Recorded information
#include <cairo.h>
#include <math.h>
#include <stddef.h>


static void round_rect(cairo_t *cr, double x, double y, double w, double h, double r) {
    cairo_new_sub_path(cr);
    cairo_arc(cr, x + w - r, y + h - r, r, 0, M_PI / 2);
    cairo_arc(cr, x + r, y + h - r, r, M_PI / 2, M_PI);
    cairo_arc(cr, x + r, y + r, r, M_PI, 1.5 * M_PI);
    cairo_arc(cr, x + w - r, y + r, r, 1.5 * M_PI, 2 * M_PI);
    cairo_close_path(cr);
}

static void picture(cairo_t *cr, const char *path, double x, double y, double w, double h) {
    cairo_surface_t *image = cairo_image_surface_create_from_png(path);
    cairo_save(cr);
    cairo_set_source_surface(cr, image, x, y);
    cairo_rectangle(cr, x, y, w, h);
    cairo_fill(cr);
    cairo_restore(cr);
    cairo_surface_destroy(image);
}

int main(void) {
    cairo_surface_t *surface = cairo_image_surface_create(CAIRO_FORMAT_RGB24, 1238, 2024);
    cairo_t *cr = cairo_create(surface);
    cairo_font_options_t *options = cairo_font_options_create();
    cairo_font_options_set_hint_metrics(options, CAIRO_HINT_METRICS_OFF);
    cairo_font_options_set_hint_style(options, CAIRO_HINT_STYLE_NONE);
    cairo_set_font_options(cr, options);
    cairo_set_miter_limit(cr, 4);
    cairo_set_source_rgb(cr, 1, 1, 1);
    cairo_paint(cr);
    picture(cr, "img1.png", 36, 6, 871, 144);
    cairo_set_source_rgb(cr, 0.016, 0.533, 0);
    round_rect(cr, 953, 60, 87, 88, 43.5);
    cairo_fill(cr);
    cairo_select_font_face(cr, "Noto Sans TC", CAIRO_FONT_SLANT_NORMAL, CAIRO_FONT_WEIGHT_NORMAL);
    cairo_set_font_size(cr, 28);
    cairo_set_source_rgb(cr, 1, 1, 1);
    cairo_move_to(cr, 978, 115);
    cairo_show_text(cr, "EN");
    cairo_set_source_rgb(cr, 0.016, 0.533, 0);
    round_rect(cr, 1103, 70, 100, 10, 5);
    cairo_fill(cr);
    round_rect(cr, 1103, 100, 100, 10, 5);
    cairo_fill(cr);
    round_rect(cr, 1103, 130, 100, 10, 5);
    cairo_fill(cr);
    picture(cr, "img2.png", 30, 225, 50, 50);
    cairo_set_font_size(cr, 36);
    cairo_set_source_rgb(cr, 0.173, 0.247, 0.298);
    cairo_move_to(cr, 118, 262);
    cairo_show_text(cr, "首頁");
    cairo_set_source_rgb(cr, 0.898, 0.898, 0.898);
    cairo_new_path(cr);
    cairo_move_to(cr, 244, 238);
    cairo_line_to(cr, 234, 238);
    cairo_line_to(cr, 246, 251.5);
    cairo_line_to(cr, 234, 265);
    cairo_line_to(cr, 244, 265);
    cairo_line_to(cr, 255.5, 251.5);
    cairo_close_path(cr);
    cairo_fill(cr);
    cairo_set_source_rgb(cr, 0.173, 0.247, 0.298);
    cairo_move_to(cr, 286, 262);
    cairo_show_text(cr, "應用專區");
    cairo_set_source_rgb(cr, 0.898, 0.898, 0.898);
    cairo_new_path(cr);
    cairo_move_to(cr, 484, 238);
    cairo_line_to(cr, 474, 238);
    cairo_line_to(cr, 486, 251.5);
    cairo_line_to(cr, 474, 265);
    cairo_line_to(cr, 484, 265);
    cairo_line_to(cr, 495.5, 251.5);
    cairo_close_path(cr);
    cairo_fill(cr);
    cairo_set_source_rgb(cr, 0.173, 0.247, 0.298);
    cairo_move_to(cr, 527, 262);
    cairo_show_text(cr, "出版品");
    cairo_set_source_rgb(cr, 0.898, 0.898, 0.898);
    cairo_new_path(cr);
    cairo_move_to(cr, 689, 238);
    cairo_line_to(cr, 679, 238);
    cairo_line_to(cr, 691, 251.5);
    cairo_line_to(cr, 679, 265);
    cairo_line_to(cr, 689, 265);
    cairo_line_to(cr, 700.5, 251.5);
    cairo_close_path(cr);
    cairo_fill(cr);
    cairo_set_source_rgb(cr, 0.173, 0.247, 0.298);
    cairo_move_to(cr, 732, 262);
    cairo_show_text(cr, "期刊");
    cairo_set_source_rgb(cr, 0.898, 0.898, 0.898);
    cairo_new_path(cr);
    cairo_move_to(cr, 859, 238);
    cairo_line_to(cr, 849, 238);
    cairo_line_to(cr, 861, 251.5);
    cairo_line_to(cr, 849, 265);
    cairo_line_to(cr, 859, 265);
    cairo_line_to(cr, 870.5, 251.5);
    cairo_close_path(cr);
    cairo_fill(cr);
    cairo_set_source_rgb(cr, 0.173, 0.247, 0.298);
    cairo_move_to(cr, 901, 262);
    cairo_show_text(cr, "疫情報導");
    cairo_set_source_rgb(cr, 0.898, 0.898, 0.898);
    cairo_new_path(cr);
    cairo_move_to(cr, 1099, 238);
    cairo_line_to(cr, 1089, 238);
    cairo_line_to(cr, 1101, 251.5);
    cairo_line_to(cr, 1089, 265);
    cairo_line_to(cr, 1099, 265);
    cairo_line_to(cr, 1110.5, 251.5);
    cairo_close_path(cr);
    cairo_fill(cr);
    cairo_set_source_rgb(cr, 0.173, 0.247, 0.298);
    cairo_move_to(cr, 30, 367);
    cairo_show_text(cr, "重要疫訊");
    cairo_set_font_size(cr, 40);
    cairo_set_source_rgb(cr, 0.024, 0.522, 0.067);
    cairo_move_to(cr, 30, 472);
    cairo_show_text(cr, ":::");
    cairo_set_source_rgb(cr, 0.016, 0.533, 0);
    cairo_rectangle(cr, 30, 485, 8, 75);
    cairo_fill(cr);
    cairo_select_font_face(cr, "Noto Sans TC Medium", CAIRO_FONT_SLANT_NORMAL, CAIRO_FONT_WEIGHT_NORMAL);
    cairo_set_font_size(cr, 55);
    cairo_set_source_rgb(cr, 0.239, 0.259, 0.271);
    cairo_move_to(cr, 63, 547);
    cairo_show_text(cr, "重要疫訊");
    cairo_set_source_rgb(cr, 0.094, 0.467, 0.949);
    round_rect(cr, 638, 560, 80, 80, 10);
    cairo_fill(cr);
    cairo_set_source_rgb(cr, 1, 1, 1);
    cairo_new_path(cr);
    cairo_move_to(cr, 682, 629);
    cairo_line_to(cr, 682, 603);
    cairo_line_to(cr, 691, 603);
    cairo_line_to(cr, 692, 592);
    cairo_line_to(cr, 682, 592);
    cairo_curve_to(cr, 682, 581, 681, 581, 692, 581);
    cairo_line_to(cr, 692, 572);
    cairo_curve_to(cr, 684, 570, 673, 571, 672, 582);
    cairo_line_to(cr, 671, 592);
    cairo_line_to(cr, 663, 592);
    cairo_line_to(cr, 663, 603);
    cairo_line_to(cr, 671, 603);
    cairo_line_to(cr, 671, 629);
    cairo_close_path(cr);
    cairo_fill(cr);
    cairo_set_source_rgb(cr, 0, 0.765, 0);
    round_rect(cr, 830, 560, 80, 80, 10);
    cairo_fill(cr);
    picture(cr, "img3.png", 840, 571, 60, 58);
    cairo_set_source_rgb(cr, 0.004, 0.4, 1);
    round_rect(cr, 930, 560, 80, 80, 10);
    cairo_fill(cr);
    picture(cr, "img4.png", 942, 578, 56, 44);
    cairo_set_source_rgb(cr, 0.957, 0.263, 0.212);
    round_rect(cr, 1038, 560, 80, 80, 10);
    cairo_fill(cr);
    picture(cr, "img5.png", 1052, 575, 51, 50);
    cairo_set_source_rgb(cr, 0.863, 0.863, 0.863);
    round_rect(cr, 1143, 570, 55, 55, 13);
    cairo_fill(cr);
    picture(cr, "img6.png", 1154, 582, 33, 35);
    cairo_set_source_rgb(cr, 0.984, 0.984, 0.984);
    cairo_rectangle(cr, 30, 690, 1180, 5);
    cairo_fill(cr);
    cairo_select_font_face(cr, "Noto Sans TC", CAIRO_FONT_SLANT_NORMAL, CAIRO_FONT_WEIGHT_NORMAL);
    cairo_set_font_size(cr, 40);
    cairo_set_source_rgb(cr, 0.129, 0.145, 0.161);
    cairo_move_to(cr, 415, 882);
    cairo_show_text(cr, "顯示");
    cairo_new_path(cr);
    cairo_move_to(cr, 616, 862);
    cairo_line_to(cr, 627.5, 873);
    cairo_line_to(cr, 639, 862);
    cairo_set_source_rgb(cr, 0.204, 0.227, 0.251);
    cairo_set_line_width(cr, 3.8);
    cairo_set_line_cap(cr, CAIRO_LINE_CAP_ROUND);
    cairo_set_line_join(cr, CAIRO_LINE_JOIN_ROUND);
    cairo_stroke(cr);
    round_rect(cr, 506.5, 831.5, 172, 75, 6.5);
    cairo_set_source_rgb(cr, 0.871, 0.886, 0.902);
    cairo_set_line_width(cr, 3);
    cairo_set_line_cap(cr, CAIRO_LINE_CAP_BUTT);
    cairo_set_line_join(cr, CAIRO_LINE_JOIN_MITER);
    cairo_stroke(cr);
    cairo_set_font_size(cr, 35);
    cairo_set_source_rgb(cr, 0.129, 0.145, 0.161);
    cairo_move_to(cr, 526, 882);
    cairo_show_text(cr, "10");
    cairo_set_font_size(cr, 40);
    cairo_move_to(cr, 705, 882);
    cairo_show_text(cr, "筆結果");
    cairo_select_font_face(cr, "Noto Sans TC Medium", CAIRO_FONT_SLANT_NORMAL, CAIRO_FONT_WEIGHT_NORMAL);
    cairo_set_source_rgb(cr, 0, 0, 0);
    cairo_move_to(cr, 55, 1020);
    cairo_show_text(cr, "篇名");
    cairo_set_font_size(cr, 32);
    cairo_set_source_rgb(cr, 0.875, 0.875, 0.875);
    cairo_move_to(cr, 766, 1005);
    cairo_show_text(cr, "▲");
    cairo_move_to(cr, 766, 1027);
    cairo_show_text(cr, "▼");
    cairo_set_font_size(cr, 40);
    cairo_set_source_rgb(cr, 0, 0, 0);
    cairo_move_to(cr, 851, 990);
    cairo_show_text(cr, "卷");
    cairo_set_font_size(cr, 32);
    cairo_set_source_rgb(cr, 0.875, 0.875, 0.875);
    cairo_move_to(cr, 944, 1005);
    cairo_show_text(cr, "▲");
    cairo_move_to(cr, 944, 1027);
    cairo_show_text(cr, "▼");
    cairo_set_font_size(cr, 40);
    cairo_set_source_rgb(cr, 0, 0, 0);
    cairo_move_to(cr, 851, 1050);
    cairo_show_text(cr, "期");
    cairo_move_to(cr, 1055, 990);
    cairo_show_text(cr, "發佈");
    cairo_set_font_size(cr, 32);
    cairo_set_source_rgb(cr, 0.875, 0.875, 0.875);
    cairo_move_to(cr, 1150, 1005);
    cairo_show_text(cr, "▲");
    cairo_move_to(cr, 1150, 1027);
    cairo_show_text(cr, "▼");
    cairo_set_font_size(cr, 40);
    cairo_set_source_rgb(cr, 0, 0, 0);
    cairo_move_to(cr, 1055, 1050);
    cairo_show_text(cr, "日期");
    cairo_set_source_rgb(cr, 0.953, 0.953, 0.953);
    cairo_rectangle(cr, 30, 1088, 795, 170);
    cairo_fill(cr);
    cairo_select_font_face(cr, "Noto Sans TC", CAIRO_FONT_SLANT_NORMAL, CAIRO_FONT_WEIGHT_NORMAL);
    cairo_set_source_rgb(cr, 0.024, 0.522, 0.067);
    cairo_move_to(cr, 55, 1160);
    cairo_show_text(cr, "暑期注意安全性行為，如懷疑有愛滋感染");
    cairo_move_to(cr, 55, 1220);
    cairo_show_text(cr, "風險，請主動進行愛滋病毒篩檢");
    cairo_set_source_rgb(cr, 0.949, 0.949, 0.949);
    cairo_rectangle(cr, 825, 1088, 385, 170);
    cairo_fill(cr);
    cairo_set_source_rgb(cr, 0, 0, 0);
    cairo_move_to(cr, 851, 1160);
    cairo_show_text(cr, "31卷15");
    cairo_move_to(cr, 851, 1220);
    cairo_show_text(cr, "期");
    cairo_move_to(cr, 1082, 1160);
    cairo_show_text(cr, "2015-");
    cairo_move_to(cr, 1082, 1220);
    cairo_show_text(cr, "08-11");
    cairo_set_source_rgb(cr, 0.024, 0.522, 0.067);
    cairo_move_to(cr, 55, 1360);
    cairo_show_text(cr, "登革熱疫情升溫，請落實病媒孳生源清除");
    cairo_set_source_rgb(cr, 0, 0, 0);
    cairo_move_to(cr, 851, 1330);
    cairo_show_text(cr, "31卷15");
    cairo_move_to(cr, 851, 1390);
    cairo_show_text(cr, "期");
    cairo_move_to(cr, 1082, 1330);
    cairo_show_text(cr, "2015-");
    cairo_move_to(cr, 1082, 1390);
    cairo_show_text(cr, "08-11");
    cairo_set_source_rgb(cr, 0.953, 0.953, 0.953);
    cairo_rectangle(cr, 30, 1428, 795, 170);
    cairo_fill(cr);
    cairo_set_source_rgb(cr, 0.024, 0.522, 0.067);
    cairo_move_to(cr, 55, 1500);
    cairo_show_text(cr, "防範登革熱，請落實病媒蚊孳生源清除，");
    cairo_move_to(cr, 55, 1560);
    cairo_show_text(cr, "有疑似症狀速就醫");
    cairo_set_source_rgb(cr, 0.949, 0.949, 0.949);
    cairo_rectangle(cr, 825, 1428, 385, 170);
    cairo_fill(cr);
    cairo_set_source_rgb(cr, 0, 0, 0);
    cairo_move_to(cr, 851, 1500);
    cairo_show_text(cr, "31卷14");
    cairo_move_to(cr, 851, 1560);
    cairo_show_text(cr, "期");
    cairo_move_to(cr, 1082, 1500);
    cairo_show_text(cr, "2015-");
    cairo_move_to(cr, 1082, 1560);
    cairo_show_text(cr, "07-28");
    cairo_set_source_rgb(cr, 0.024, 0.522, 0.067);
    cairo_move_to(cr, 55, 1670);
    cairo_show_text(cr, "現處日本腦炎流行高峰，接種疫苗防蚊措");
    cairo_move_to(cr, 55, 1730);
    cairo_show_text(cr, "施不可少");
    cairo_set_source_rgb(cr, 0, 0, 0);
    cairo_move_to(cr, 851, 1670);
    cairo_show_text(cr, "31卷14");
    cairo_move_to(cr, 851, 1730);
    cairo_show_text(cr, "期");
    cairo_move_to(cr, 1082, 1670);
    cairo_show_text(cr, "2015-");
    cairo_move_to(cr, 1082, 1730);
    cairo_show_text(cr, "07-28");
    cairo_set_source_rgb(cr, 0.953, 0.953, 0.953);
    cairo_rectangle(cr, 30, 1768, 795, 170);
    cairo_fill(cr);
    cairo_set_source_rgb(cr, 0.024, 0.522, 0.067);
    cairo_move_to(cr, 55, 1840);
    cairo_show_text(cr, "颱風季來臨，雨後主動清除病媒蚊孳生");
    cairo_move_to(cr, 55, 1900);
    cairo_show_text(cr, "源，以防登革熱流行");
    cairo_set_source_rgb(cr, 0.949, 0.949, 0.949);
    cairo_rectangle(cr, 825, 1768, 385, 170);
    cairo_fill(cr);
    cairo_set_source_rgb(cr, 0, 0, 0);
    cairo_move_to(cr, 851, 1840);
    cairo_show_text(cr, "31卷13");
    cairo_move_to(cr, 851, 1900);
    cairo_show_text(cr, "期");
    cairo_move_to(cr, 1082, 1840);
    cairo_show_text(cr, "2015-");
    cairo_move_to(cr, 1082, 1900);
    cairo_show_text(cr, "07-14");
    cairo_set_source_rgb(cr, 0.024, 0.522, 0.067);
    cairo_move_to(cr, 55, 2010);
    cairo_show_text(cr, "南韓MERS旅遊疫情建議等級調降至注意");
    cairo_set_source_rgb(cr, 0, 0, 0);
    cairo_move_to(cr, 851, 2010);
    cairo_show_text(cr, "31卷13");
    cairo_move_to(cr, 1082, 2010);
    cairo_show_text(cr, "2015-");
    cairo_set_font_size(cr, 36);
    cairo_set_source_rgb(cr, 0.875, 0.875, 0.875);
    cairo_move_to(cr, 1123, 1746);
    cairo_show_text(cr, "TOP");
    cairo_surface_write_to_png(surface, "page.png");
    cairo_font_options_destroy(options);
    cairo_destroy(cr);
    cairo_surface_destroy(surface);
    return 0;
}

Instructions for the task
Quote the records from their first line to the line with "static void picture(cairo_t", inclusive, without adding or dropping anything.

Written reply
#include <cairo.h>
#include <math.h>
#include <stddef.h>


static void round_rect(cairo_t *cr, double x, double y, double w, double h, double r) {
    cairo_new_sub_path(cr);
    cairo_arc(cr, x + w - r, y + h - r, r, 0, M_PI / 2);
    cairo_arc(cr, x + r, y + h - r, r, M_PI / 2, M_PI);
    cairo_arc(cr, x + r, y + r, r, M_PI, 1.5 * M_PI);
    cairo_arc(cr, x + w - r, y + r, r, 1.5 * M_PI, 2 * M_PI);
    cairo_close_path(cr);
}

static void picture(cairo_t *cr, const char *path, double x, double y, double w, double h) {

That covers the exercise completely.